The duty of both the District Court and the Court of Appeals in a case such as this, where mandatory segregation by law of the races in the schools has long ceased, is to first determine whether there was any action in the conduct of the business of the school board which was intended to, and did in fact, discriminate against minority pupils, teachers or staff. Washington v. Davis, supra (426 U.S. 229, 96 S. Ct. 2040, 48 L. Ed. 2d 597). All parties should be free to introduce such additional testimony and other evidence as the District Court may deem appropriate.
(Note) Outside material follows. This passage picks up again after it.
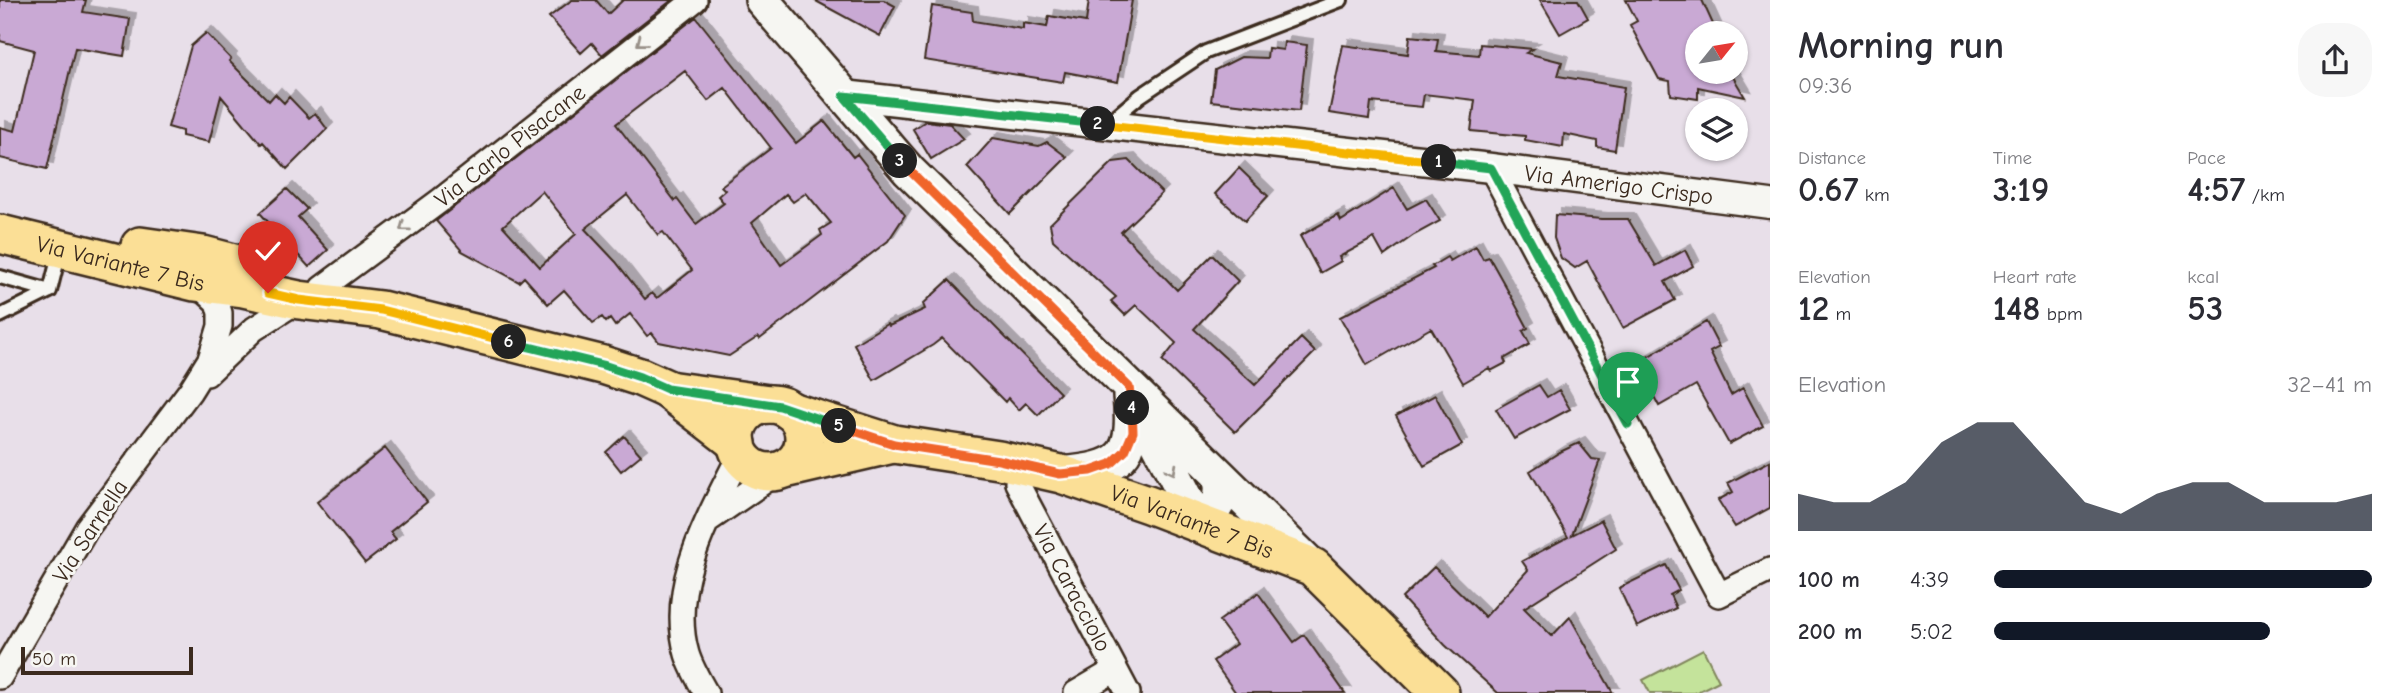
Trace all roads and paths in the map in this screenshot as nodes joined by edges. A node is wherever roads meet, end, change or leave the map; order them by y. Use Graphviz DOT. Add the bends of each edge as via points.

If such violations are found, the District Court in the first instance, subject to review by the Court of Appeals, must determine how much incremental segregative effect these violations had on the racial distribution of the Dayton school population as presently constituted, when that distribution is compared to what it would have been in the absence of such constitutional violations. The remedy must be designed to redress that difference, and only if there has been a systemwide impact may there be a systemwide remedy. Keyes (School District No. 1, Denver, Colorado), supra (413 U.S. 189), at 213 (93 S. Ct. 2686, 37 L. Ed. 2d 548)
--- U.S. at ----, 97 S. Ct. at 2775.